- _EXERCISE_
For this exercise, reproduce the records exactly as they stand and do not carry any images over.

[[ MATERIAL TO PROCESS, beginning ]]

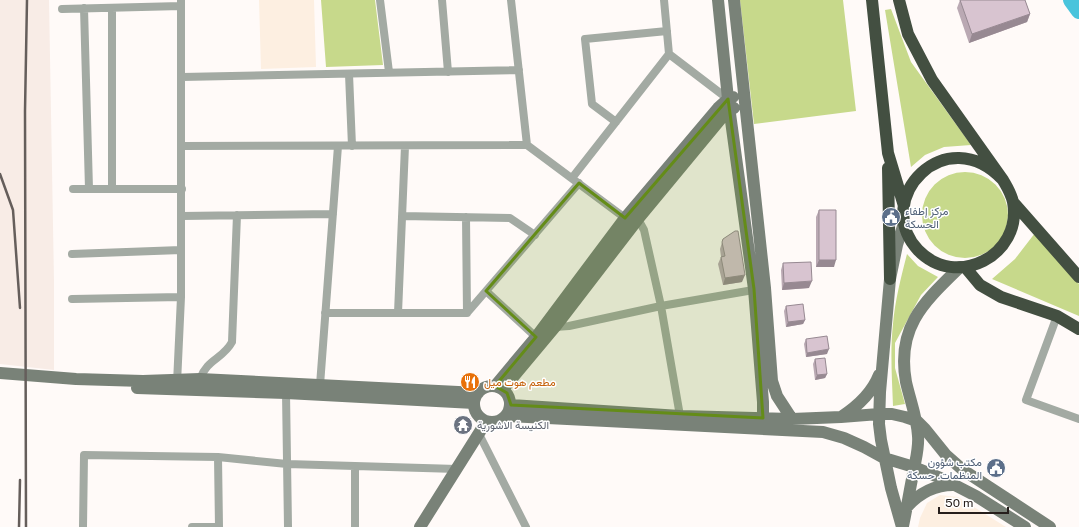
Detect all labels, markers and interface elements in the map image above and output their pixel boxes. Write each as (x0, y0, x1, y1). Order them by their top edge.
place label: مركز إطفاء الحسكة (905, 205, 949, 230)
public building icon: مركز إطفاء الحسكة (880, 206, 902, 228)
restaurant icon: مطعم هوت ميل (459, 371, 481, 393)
place label: مطعم هوت ميل (484, 376, 556, 390)
temple icon: الكنيسة الاشورية (452, 414, 474, 436)
place label: الكنيسة الاشورية (477, 419, 549, 432)
place label: مكتب شؤون المنظمات. حسكة (907, 456, 982, 481)
public building icon: مكتب شؤون المنظمات. حسكة (985, 457, 1007, 479)
scale bar (939, 489, 1008, 515)
text: 50 m (945, 496, 973, 510)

[[ MATERIAL TO PROCESS, end ]]

- _SOLUTION TO THE PROBLEM_
Detect all labels, markers and interface elements in the map image above and output their pixel boxes. Write each as (x0, y0, x1, y1). Order them by their top edge.
place label: مركز إطفاء الحسكة (905, 205, 949, 230)
public building icon: مركز إطفاء الحسكة (880, 206, 902, 228)
restaurant icon: مطعم هوت ميل (459, 371, 481, 393)
place label: مطعم هوت ميل (484, 376, 556, 390)
temple icon: الكنيسة الاشورية (452, 414, 474, 436)
place label: الكنيسة الاشورية (477, 419, 549, 432)
place label: مكتب شؤون المنظمات. حسكة (907, 456, 982, 481)
public building icon: مكتب شؤون المنظمات. حسكة (985, 457, 1007, 479)
scale bar (939, 489, 1008, 515)
text: 50 m (945, 496, 973, 510)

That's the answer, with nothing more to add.